* **WHAT IS NEEDED**: Starting at the line that contains "I need the junctions", restate every line word for word through the end of the entries.

* **INPUT MATERIAL**:
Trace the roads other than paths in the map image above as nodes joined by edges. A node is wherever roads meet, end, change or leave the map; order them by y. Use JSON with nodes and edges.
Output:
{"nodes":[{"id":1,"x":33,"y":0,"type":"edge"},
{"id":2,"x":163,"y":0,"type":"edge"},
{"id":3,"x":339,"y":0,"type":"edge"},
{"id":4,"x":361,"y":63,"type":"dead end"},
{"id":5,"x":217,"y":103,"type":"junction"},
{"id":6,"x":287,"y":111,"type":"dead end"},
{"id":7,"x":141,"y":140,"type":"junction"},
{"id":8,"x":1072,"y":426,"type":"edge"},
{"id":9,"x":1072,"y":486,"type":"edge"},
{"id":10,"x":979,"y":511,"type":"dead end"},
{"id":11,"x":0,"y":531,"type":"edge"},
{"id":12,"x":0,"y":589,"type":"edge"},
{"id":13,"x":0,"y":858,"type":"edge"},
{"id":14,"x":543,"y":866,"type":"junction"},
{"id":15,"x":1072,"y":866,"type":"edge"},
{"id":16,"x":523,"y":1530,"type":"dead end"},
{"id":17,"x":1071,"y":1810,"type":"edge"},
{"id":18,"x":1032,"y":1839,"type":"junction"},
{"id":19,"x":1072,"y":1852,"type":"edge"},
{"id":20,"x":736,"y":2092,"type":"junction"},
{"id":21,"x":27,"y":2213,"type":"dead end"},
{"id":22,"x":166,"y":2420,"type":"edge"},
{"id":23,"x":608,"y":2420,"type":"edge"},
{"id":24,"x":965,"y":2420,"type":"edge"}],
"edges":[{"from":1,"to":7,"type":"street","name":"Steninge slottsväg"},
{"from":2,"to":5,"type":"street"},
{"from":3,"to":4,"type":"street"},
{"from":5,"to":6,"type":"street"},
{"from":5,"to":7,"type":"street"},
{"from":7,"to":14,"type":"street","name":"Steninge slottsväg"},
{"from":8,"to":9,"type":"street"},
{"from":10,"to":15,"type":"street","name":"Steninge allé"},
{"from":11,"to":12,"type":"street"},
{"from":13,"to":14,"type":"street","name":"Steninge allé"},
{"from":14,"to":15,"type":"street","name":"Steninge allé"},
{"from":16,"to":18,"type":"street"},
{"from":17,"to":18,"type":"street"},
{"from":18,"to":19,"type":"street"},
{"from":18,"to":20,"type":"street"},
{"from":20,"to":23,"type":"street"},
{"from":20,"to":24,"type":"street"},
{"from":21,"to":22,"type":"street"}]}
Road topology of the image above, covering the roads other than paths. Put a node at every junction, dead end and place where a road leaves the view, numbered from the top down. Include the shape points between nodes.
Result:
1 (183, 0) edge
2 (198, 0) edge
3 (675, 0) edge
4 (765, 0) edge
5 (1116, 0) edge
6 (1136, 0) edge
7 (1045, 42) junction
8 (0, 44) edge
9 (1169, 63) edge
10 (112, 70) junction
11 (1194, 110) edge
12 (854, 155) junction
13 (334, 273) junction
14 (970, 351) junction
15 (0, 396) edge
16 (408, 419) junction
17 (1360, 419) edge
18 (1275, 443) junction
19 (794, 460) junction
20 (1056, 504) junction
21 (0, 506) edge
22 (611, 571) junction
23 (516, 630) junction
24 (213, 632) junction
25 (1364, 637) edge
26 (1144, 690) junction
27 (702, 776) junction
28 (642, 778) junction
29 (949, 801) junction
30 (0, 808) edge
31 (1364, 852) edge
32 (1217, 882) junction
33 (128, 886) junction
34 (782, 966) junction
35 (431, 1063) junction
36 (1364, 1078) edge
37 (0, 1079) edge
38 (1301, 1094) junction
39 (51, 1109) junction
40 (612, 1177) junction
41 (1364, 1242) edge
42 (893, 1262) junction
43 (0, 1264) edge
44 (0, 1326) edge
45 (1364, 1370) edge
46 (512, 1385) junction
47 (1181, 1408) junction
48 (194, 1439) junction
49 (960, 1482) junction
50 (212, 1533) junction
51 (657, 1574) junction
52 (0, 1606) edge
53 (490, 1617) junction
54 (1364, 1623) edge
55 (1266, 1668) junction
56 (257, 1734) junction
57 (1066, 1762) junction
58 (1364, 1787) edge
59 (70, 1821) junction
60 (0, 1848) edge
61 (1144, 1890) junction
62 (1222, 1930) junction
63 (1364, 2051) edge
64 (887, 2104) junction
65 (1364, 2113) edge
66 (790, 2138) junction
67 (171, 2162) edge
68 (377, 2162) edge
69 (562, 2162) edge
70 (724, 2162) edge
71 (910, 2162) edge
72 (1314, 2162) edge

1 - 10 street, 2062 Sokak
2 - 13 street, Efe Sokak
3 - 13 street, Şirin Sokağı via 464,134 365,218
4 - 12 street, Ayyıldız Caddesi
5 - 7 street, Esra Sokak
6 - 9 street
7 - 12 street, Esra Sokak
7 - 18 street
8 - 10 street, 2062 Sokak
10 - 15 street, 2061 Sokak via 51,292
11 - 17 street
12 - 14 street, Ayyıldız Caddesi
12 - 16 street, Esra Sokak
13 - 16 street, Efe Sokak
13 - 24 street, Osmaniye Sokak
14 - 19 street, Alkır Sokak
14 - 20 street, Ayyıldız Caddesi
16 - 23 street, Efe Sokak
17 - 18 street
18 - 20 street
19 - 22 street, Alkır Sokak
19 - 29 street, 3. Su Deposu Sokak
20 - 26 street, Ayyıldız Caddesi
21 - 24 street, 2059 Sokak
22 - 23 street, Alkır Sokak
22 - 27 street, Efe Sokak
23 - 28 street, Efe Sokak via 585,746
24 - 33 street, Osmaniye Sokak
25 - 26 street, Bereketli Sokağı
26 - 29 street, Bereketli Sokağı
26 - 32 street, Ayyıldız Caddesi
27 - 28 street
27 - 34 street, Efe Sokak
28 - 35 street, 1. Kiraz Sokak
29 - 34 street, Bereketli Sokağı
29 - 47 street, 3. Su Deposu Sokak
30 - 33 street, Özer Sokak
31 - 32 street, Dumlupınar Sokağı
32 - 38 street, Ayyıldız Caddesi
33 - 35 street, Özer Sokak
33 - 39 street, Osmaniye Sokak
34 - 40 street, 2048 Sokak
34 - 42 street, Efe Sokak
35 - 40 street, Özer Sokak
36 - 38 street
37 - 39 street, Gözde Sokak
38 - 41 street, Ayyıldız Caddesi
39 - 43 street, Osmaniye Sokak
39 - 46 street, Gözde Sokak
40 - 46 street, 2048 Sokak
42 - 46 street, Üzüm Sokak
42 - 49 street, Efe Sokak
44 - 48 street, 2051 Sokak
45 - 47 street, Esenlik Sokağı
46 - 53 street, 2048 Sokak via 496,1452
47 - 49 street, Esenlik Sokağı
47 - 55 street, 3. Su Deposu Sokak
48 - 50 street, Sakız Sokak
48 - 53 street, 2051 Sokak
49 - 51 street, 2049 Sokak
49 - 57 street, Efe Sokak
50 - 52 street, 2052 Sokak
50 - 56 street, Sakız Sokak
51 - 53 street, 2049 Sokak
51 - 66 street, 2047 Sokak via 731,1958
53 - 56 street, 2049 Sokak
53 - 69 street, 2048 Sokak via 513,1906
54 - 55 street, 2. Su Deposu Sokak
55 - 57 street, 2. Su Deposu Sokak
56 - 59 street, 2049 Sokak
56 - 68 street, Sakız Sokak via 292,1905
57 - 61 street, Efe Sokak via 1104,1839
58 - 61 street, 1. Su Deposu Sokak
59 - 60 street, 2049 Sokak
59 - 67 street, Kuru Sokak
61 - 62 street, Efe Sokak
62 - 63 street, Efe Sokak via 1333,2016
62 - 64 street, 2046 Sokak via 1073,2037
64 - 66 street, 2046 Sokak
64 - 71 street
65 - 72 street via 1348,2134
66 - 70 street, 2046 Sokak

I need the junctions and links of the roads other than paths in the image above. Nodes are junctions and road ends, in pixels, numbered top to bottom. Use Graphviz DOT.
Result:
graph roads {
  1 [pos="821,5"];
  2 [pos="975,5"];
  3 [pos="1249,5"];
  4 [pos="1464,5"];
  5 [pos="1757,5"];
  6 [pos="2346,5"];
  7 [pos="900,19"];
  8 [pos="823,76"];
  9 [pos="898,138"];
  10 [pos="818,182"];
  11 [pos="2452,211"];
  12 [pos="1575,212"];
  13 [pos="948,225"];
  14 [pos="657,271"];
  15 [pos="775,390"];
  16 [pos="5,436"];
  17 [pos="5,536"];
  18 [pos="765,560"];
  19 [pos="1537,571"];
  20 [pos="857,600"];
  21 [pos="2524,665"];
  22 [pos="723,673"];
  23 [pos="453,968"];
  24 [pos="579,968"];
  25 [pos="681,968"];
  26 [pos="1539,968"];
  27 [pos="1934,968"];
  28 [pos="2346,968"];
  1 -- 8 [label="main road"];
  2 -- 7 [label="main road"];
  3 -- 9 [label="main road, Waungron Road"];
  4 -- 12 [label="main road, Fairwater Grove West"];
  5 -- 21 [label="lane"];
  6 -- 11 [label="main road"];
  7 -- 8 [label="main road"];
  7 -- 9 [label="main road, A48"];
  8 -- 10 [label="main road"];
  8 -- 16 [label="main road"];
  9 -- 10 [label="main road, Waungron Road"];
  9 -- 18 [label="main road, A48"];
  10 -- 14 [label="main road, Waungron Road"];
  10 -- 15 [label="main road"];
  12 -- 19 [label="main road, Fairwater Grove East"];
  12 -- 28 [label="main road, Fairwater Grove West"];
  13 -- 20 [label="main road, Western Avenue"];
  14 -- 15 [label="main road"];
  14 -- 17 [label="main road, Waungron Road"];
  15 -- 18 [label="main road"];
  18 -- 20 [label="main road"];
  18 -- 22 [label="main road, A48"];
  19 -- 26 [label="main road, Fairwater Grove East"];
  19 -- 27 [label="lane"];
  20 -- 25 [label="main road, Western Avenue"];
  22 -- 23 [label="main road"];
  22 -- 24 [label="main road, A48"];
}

* **EXPECTED ANSWER**:
I need the junctions and links of the roads other than paths in the image above. Nodes are junctions and road ends, in pixels, numbered top to bottom. Use Graphviz DOT.
Result:
graph roads {
  1 [pos="821,5"];
  2 [pos="975,5"];
  3 [pos="1249,5"];
  4 [pos="1464,5"];
  5 [pos="1757,5"];
  6 [pos="2346,5"];
  7 [pos="900,19"];
  8 [pos="823,76"];
  9 [pos="898,138"];
  10 [pos="818,182"];
  11 [pos="2452,211"];
  12 [pos="1575,212"];
  13 [pos="948,225"];
  14 [pos="657,271"];
  15 [pos="775,390"];
  16 [pos="5,436"];
  17 [pos="5,536"];
  18 [pos="765,560"];
  19 [pos="1537,571"];
  20 [pos="857,600"];
  21 [pos="2524,665"];
  22 [pos="723,673"];
  23 [pos="453,968"];
  24 [pos="579,968"];
  25 [pos="681,968"];
  26 [pos="1539,968"];
  27 [pos="1934,968"];
  28 [pos="2346,968"];
  1 -- 8 [label="main road"];
  2 -- 7 [label="main road"];
  3 -- 9 [label="main road, Waungron Road"];
  4 -- 12 [label="main road, Fairwater Grove West"];
  5 -- 21 [label="lane"];
  6 -- 11 [label="main road"];
  7 -- 8 [label="main road"];
  7 -- 9 [label="main road, A48"];
  8 -- 10 [label="main road"];
  8 -- 16 [label="main road"];
  9 -- 10 [label="main road, Waungron Road"];
  9 -- 18 [label="main road, A48"];
  10 -- 14 [label="main road, Waungron Road"];
  10 -- 15 [label="main road"];
  12 -- 19 [label="main road, Fairwater Grove East"];
  12 -- 28 [label="main road, Fairwater Grove West"];
  13 -- 20 [label="main road, Western Avenue"];
  14 -- 15 [label="main road"];
  14 -- 17 [label="main road, Waungron Road"];
  15 -- 18 [label="main road"];
  18 -- 20 [label="main road"];
  18 -- 22 [label="main road, A48"];
  19 -- 26 [label="main road, Fairwater Grove East"];
  19 -- 27 [label="lane"];
  20 -- 25 [label="main road, Western Avenue"];
  22 -- 23 [label="main road"];
  22 -- 24 [label="main road, A48"];
}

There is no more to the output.